Bir ay içinde ödenmeyen borçlanmalar için ise yeni başvuru şartı aranır. Primi ödenmeyen borçlanma süreleri hizmetten sayılmaz. Borçlanma sürelerinin ne şekilde belgeleneceğini belirlemeye Kurum yetkilidir.

Bu Kanuna göre tespit edilen sigortalılığın başlangıç tarihinden önceki süreler için borçlandırılma halinde, sigortalılığın başlangıç tarihi, borçlandırılan gün sayısı kadar geriye götürülür. Sigortalılık borçlanması ile aylık bağlanmasına hak kazanılması durumunda, ilgililere borcun ödendiği tarihi takip eden ay başından itibaren aylık bağlanır.

Borçlanılan süreler, uzun vadeli sigorta ve genel sağlık sigortası bakımından; (i) bendine göre borçlananlar ise 4. maddenin birinci fıkrasının (a) bendine göre,sigortalılık süresi olarak değerlendirilir.

Seçilen prime esas kazanç, borcun ödendiği tarihteki prime esas asgarî kazanca oranlanarak, söz konusu oran ilgili ayın prime esas asgarî kazancı ile çarpılır. Bulunan tutar, ilgili ayın prime esas kazancı kabul edilir. Ancak hesaplanan prime esas kazanç hiçbir suretle o ayın prime esas azamî kazancını geçemez.

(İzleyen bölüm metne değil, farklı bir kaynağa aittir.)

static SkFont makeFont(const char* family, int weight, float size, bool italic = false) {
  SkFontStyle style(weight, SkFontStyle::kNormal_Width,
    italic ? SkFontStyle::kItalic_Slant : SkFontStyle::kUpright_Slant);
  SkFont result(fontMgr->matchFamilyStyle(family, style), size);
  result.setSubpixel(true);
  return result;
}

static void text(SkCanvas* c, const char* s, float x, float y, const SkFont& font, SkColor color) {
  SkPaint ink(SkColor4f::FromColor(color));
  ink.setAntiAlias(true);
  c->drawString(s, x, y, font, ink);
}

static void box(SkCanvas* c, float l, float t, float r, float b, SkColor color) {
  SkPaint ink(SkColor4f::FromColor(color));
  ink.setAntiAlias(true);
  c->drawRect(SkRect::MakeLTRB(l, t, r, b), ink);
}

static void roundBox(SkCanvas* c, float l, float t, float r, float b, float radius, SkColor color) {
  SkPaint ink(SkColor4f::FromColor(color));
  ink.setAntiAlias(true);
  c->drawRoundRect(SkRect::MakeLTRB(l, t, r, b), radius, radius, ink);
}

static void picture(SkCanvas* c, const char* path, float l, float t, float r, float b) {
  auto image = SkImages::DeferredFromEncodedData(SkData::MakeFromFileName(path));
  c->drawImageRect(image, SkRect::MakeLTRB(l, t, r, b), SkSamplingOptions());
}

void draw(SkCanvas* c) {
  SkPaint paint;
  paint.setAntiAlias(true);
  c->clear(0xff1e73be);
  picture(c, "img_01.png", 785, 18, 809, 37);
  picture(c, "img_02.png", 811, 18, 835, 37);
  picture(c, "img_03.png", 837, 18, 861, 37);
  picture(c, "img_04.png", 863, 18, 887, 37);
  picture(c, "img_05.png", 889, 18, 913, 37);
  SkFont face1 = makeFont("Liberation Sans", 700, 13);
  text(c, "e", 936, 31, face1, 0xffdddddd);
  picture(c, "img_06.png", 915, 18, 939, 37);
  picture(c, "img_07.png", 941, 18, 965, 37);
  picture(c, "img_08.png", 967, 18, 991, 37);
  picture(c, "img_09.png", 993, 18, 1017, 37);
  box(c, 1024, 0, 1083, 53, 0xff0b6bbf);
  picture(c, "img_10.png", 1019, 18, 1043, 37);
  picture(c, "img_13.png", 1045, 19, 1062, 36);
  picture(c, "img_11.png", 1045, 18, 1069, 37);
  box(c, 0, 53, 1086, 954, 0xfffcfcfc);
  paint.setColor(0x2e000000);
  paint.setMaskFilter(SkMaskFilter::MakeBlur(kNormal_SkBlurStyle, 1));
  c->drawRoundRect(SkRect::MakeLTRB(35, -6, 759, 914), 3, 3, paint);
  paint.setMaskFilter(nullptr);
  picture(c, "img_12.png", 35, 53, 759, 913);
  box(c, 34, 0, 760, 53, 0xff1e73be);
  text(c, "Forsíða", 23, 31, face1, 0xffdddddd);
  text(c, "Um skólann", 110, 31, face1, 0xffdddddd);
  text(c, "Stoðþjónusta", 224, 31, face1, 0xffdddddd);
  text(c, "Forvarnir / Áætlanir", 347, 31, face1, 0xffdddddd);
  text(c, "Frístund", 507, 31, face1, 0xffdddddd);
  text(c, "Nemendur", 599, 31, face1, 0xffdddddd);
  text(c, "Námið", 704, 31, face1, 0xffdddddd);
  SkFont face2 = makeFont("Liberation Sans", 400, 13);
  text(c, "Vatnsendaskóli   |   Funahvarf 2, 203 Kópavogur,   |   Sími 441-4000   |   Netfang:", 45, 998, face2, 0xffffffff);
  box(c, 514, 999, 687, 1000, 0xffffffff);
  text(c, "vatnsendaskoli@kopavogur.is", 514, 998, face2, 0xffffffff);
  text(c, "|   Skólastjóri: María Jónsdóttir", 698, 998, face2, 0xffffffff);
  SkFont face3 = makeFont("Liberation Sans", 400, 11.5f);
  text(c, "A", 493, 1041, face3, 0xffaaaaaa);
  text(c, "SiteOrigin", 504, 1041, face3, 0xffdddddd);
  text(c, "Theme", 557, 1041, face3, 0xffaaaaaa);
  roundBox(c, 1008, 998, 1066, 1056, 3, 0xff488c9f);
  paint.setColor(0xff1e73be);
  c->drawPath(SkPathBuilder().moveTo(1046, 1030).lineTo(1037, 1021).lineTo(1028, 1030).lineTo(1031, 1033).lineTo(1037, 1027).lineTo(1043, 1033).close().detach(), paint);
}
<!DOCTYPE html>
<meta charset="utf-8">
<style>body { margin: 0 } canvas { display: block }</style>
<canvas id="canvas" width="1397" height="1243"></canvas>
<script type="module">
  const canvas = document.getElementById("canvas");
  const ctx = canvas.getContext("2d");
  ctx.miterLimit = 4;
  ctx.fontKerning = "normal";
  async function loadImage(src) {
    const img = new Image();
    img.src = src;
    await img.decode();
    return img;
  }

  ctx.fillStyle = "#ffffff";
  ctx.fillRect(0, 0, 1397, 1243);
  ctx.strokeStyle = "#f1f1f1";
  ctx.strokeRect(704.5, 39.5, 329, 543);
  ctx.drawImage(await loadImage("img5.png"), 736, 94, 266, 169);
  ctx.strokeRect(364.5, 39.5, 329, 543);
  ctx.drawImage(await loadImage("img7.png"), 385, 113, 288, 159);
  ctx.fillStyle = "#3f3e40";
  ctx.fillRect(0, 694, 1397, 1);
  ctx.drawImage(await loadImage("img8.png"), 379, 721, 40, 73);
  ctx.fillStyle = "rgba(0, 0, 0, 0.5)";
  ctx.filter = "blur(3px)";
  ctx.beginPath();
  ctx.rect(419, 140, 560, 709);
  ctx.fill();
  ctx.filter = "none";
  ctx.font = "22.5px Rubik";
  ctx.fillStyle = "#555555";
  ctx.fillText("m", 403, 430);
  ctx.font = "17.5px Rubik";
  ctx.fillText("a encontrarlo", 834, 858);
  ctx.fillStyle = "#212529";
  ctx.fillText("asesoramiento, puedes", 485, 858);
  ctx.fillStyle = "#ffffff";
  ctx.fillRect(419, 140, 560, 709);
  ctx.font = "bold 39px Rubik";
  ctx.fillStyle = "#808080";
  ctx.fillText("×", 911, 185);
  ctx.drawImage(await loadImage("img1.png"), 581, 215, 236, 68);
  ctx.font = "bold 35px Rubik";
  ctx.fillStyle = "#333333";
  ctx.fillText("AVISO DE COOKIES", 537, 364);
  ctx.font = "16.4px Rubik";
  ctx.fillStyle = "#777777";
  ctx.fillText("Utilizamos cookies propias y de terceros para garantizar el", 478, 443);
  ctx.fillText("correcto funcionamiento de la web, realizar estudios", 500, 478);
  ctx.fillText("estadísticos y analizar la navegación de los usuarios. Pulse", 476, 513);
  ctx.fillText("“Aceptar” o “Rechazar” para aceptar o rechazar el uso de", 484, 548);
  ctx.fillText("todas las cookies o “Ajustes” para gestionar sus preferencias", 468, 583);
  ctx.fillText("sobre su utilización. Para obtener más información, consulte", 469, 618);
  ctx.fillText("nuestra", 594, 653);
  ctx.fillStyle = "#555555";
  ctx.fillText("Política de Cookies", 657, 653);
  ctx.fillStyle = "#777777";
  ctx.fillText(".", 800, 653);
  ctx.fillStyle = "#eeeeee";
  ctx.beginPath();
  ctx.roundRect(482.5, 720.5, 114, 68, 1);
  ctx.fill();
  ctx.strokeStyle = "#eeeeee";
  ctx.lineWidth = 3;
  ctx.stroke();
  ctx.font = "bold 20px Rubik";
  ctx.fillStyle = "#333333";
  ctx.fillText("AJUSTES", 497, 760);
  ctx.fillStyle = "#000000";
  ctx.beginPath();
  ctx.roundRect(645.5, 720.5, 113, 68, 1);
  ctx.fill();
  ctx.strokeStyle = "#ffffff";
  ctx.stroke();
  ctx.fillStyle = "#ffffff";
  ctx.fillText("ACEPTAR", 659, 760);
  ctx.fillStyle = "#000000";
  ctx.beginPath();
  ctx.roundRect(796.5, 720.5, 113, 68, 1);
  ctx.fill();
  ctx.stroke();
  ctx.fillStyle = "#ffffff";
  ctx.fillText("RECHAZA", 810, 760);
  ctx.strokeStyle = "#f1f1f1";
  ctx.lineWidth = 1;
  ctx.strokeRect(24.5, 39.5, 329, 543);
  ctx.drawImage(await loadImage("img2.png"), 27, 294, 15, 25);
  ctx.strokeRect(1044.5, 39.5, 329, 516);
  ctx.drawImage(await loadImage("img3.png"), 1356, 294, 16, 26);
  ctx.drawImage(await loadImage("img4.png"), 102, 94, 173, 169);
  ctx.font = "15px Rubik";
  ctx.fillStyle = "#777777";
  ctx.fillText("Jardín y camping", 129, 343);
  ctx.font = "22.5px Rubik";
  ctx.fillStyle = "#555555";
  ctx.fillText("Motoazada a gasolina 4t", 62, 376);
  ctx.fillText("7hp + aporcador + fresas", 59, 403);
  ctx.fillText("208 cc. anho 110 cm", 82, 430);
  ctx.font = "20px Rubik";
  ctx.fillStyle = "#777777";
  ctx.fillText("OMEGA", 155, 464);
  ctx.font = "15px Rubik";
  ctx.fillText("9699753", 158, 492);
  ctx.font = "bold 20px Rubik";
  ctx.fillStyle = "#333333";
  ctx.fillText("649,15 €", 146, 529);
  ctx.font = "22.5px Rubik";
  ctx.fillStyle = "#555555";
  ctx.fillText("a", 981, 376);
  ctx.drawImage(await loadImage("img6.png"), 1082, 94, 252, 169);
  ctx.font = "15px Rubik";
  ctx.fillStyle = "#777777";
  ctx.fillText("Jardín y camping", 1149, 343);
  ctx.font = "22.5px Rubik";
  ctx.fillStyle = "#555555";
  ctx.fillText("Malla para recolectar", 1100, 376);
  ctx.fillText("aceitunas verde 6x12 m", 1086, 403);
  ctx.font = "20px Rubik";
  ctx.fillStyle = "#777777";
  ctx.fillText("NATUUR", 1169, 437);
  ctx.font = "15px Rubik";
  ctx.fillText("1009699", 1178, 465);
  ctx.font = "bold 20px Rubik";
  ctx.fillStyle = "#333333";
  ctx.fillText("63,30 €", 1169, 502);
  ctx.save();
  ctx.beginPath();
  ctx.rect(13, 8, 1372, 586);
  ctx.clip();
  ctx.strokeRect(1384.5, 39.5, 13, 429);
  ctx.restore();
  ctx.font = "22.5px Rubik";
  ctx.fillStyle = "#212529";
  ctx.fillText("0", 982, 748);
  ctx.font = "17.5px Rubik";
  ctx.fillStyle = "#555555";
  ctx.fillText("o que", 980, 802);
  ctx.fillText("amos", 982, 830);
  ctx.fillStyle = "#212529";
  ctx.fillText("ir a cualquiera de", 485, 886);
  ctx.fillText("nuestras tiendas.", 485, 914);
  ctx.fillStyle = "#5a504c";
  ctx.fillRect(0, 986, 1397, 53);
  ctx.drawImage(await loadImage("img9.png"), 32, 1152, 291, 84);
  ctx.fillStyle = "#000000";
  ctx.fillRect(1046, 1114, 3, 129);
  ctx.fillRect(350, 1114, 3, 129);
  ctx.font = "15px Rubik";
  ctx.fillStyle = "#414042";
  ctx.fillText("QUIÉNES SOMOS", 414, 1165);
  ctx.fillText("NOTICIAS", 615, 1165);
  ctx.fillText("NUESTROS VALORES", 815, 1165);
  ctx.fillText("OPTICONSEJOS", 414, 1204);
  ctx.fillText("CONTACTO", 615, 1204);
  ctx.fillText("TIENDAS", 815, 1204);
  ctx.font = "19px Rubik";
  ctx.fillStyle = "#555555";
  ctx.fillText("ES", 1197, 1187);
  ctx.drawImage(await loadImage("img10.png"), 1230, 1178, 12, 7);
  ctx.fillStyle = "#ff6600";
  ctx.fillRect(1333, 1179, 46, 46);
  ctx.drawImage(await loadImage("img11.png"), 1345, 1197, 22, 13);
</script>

25.02.2011 tarihinde yürürlüğe giren 6111 sayılı Kanun’un 30. maddesi ile 4857 sayılı İş Kanunu’nda belirtilen kısmi süreli iş sözleşmesi ile çalışan sigortalıların, kısmi süreli çalıştıkları aylara ait eksik süreleri, kendilerinin veya hak sahiplerinin yazılı talepte bulunmaları ve talep tarihinde 82. maddeye göre belirlenen prime esas günlük kazanç alt ve üst sınırları arasında olmak üzere, kendilerince belirlenecek günlük kazancın % 32’si üzerinden hesaplanacak primlerini borcun tebliği tarihinden itibaren bir ay içinde ödemeleri şartı ile borçlandırılarak, borçlandırılan süreleri sigortalılıklarına sayılır ifadesi eklenmiş ve sigortalılık statüsü 4-1(a) olarak belirlenmiştir.

5510 sayılı Kanun’un 41. Maddesine eklenen (i) bendinde 4857 sayılı Kanun kapsamına dahil olanlara bu borçlanma hakkı verilmiştir.

4857 sayılı “İş Kanunun” istisnalar başlıklı 4. maddesinde ev hizmetlerinde yapılan işlerde bu kanun hükümleri uygulanmaz denilmiş, “Ev Hizmetleri” İş Kanunu kapsamı dışında bırakılmıştır.

5510 sayılı Kanun’un 41. Maddesinde “4857 sayılı İş Kanununa” tabi olanlara verilen hak “Genelge” marifetiyle genişletilmiştir.

Kanun koyucu düzenleme esnasında yürürlükte olan 818 sayılı BK ilgili maddelerini göre çalışanlarda bu borçlanma hakkından yararlanır dememiştir.

Günümüzde yürürlükte olan 6098 sayılı Borçlar Kanunu Hizmet Sözleşmelerini düzenlerken

“4857 Sayılı İş Kanunu” dikkate almıştır.

SGK Yayınladığı Genelge ile 5510 sayılı Kanunu genişletmiş, 4857 tabi olmayan Ev Hizmeterinde Çalışanlara Borçlanma 41. Maddeye göre tanımıştır.

Bununla ilgili olarak ilk uygulamayı 2011/36 Sayılı Genelge ile başlatmış ,daha sonra genelgeleri birleştirmesi ile 2013/11 sayılı Genelge’ de Hizmet Borçlanmaları Kısmında yer vermiştir.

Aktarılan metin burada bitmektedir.